I don't know if anyone out there cares but my three weeks of absence wasn't out of pure laziness. Spring dizziness took over me as usual and for the past week I was walking around (or to be frank, being a couch potato) with a fog cloud hanging around my head. Then, in the past weekend an opportunity to visit Rome came to the agenda, which I unreluctantly made use of. When I got back, I was so out of focus and lost, the usual side effects of going somewhere different, I only stopped by the kitchen to toast bread. However the most devastating blow to my creativity came with my discovery of a kitten in our side lawn, who apparently had lost her mom and was chasing a male cat who wasn't very friendly nor fatherly to her. It was the same day I was due to pick Tavsan up from the vet, as her treatment was finished but had refused to give birth in the safety of vet's clinic although we had given her time to do so. That same day our silent apartment turned into a mad house.

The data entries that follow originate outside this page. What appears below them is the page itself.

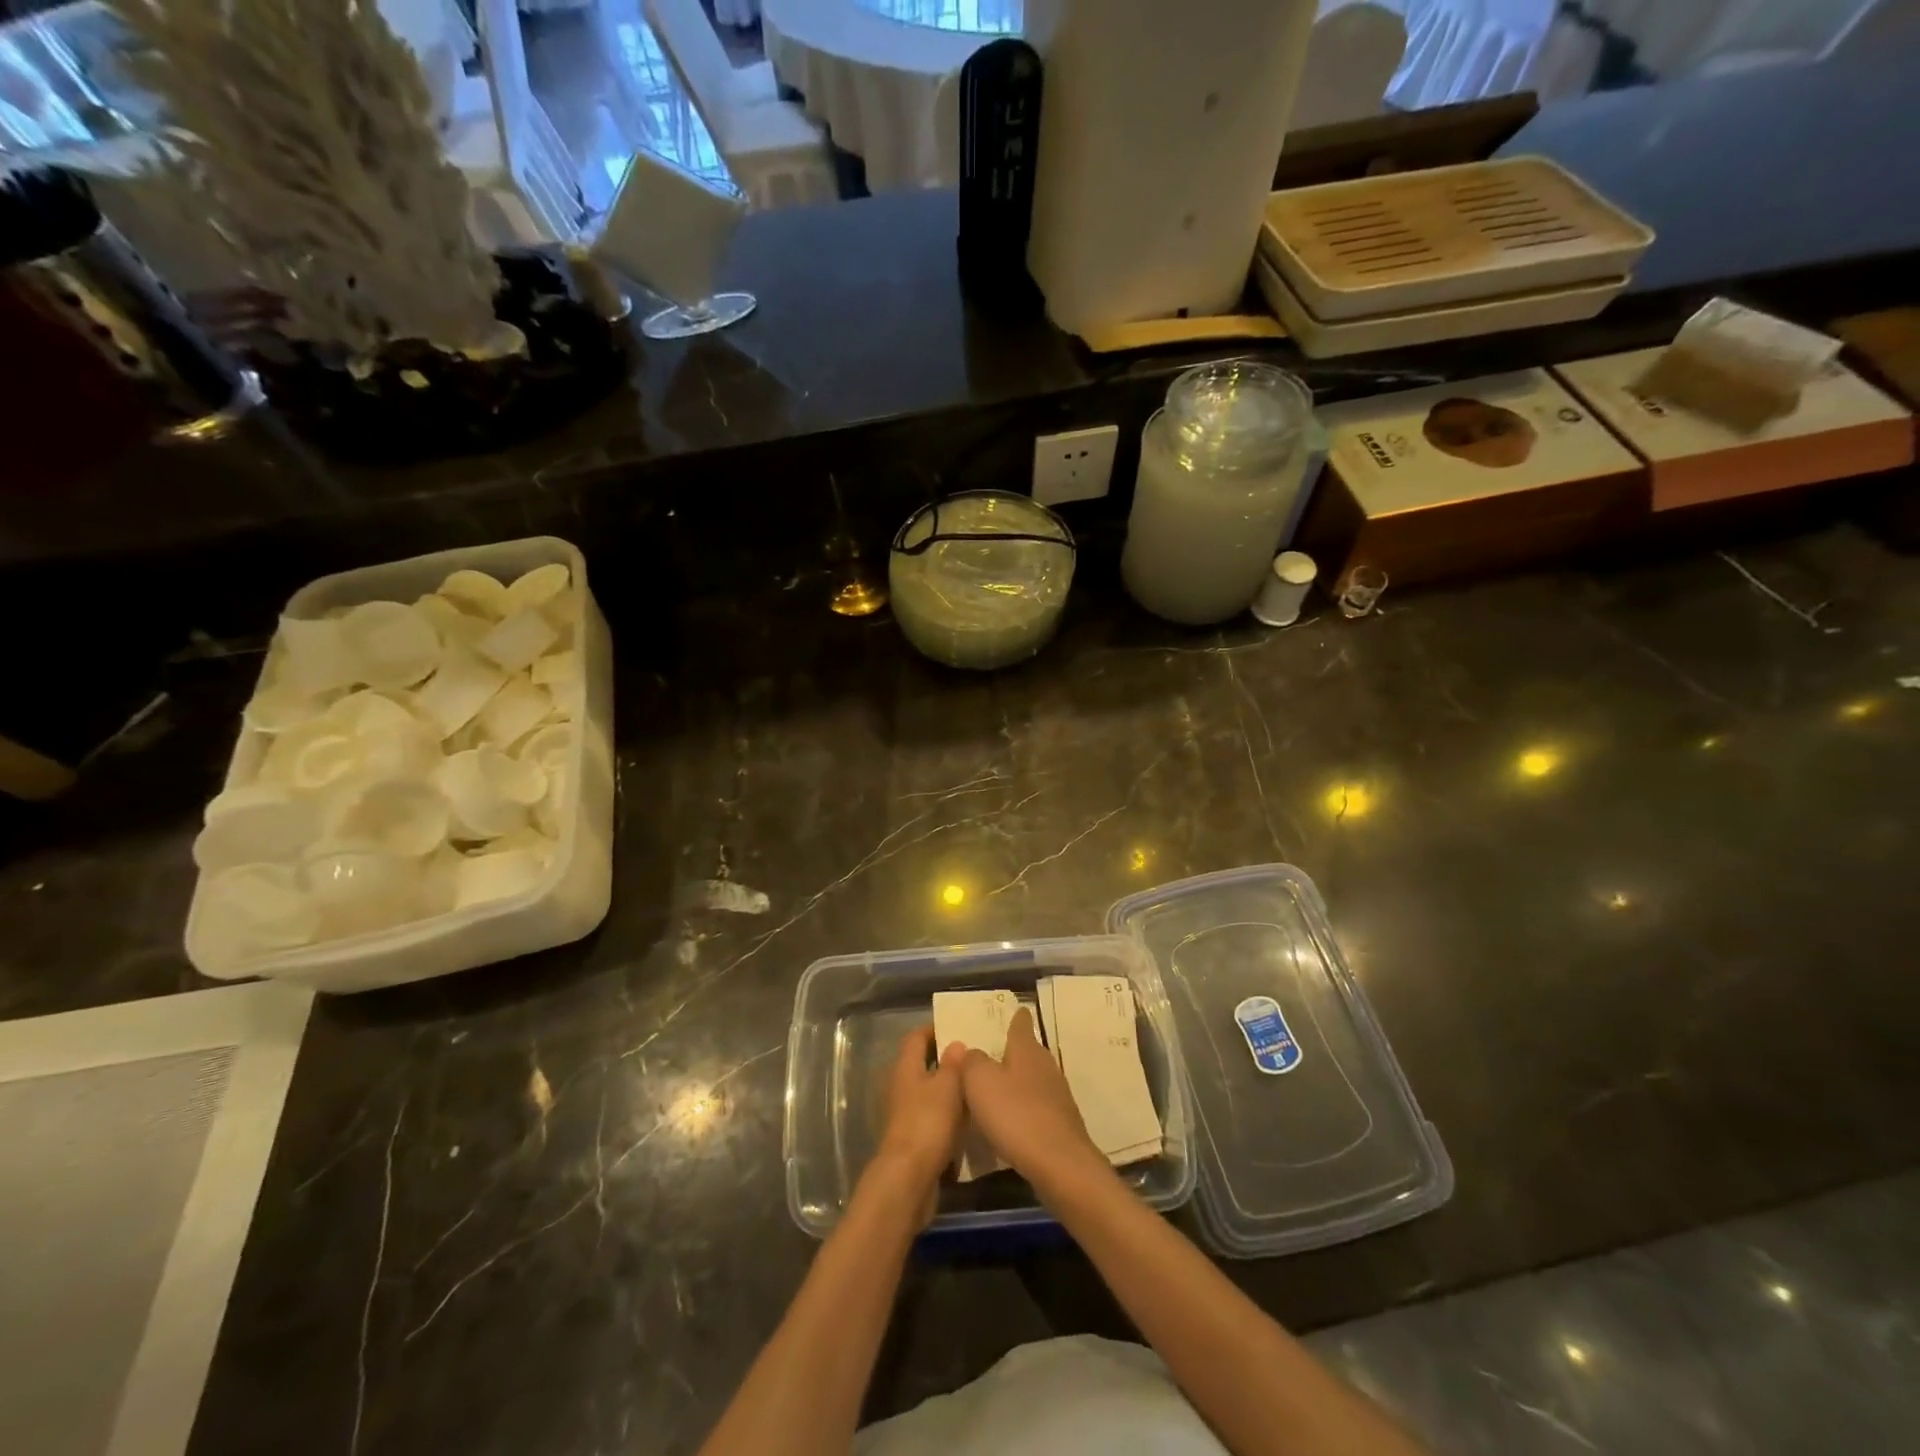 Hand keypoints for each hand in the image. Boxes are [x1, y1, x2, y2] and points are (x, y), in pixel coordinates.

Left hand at [869, 1026, 965, 1214]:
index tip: (957, 1027)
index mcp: (905, 1067)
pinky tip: (967, 1117)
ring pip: (927, 1090)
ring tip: (975, 1085)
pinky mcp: (911, 1137)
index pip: (915, 1037)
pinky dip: (946, 1112)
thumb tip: (956, 1044)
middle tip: (973, 1056)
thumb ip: (953, 1063)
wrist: (909, 1178)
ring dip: (947, 1087)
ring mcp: (904, 1113)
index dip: (933, 1029)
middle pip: (920, 1063)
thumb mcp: (948, 1086)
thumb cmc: (928, 1122)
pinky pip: (931, 1115)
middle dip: (944, 1059)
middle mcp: (900, 1086)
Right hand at [956, 1008, 1107, 1194]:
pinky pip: (1037, 1106)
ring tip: (996, 1089)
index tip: (1014, 1009)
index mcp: (1026, 1049)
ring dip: (1017, 1082)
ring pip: (1033, 1079)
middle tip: (990, 1054)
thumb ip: (971, 1061)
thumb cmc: (1015, 1114)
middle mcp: (1045, 1065)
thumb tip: (970, 1050)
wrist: (1059, 1164)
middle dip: (1012, 1051)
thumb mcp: (980, 1082)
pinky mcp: (1061, 1123)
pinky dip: (1024, 1108)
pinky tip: (1011, 1121)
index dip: (1016, 1016)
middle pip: (1028, 1051)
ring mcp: (1057, 1095)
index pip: (1021, 1023)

Kısaca Roma1-A vacant table awaits us 2-A sumptuous cup of cappuccino that makes me wonder why on earth can't we have equally delicious ones in Istanbul 3-Ice cream at Ciampini 4- The florists of Campo di Fiori

I was a clueless 12 year old when I was in Rome last time, with my "No Acid" t-shirt and worn out jeans I wore that whole summer. Unlike the suffocating weather of year 1989, this time it was pleasantly warm and rainy. Rain never discourages me as long as it is not paired with cold and storm so I eagerly left our little group on saturday to visit Campo di Fiori, the flower square, to take photographs and buy some sausages and pasta. On the way, I passed one little shop with the sweetest dinnerware pieces which were done by ceramic artists with Down Syndrome. A lovely plate with a beautiful butterfly pattern, made by an artist named Frederica, immediately caught my eye so I bought it with great enthusiasm. I left the shop feeling satisfied and happy for having bought a cute piece for my photographs and also for having contributed to an artist with the Down Syndrome. For 200 meters I felt really good. Then I dropped the paper bag while trying to level my camera bag and heard the sound of splitting ceramic. Surprised? Certainly not. Just another piece for my collection of pottery bought on a trip, broke and glued together I thought.

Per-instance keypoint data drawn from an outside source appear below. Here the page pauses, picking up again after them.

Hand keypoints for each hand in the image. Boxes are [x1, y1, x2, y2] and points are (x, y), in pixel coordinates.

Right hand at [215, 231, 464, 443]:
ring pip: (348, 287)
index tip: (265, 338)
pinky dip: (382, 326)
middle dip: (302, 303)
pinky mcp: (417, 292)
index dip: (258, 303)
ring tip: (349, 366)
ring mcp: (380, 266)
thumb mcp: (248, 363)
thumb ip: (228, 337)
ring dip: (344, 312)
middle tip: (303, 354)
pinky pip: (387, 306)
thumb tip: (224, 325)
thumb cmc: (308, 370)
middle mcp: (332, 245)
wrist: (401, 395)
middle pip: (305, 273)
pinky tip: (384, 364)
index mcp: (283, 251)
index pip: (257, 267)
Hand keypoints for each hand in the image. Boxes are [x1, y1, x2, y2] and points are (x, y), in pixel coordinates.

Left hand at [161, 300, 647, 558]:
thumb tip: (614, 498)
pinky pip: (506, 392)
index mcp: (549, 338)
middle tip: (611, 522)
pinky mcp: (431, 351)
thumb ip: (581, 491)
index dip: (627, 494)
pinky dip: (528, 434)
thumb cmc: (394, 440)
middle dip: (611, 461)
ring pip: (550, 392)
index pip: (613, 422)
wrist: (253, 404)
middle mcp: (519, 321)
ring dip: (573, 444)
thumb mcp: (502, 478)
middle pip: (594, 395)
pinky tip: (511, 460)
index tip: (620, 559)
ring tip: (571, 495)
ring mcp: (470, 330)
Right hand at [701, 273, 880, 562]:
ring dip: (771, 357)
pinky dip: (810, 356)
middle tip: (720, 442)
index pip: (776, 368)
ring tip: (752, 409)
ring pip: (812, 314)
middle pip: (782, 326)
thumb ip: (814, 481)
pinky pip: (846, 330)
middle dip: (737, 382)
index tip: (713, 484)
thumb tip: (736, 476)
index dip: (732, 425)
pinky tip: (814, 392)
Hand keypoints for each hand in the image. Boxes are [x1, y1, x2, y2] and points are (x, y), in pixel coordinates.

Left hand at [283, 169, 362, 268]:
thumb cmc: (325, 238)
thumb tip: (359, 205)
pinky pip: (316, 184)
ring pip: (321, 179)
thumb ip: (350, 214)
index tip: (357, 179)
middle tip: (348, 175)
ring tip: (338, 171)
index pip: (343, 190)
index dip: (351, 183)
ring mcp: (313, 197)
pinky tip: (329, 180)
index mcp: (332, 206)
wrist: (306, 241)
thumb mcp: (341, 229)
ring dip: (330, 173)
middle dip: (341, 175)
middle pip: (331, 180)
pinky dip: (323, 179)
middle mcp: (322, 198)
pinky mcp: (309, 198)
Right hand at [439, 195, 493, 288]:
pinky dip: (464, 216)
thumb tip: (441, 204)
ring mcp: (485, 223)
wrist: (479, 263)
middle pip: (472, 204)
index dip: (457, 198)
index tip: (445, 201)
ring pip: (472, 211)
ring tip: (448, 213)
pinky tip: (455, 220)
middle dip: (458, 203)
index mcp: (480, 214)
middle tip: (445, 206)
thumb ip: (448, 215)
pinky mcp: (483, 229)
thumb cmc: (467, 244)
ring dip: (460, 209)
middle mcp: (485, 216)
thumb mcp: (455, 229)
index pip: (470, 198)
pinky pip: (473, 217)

By the time I reached Campo di Fiori, rain had gained pace and the vendors were packing to leave. The whole square was covered in mud and left overs of food vendors, not exactly the scene I imagined when I wanted to photograph Campo di Fiori. There is nothing like wandering around a foreign town under pouring rain though. On the way back I indulged myself with three scoops of ice cream and headed towards the hotel to report to mom who was starting to wonder my whereabouts. My umbrella, camera, the map I had been torturing, the broken plate, colored pastas and the ice cream in a cone... If I hadn't broken Frederica's plate earlier this would definitely be the time.

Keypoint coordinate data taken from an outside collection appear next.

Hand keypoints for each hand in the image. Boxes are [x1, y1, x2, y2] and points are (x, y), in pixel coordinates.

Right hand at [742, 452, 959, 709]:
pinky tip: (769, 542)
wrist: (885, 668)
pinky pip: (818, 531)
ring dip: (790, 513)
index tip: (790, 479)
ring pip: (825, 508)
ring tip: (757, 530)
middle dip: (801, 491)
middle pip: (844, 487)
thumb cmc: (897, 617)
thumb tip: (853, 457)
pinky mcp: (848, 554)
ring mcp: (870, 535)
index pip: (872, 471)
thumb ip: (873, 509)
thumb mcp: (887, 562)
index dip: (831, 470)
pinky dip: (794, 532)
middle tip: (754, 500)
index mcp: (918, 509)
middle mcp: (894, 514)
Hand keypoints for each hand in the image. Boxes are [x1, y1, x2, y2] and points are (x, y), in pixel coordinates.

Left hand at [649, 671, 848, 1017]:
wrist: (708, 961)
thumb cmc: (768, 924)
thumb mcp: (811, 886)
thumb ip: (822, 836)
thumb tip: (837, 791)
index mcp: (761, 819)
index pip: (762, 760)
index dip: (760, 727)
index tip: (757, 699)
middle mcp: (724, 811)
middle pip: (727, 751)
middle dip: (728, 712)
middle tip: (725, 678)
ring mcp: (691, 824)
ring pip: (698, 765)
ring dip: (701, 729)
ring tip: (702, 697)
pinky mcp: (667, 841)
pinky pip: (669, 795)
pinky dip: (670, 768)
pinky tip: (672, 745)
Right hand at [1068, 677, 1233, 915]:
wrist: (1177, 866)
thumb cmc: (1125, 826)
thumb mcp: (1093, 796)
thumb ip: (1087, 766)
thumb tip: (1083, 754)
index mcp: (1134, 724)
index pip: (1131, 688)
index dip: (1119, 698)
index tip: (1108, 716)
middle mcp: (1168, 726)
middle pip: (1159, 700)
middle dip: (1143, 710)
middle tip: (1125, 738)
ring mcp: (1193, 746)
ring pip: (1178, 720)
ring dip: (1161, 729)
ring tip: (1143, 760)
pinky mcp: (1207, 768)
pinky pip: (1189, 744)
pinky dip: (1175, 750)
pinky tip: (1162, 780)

Frankly, I wasn't planning on writing a post about Rome because the people I was travelling with, my two aunts and my mom, weren't "taste hunter" types and didn't want to be dependent on a reservation schedule. My leadership and organization skills are not my strongest qualities anyway so I didn't mind. We'd go with flow, be spontaneous and eat anywhere and any time we felt like even if it's a restaurant in the middle of the tourist attractions. The only place I could convince them to make a reservation ahead for was a pizzeria and that was for the occasion of my youngest aunt's birthday. Since I am highly impatient when it comes to reading restaurant reviews I had picked this one with my eyes closed from the list on Time Out and I was pleasantly surprised when the restaurant turned out to be a fantastic pizzeria hidden from tourists and their attractions. (What's with this dilemma of not wanting to see any tourists around when you are one of them?) 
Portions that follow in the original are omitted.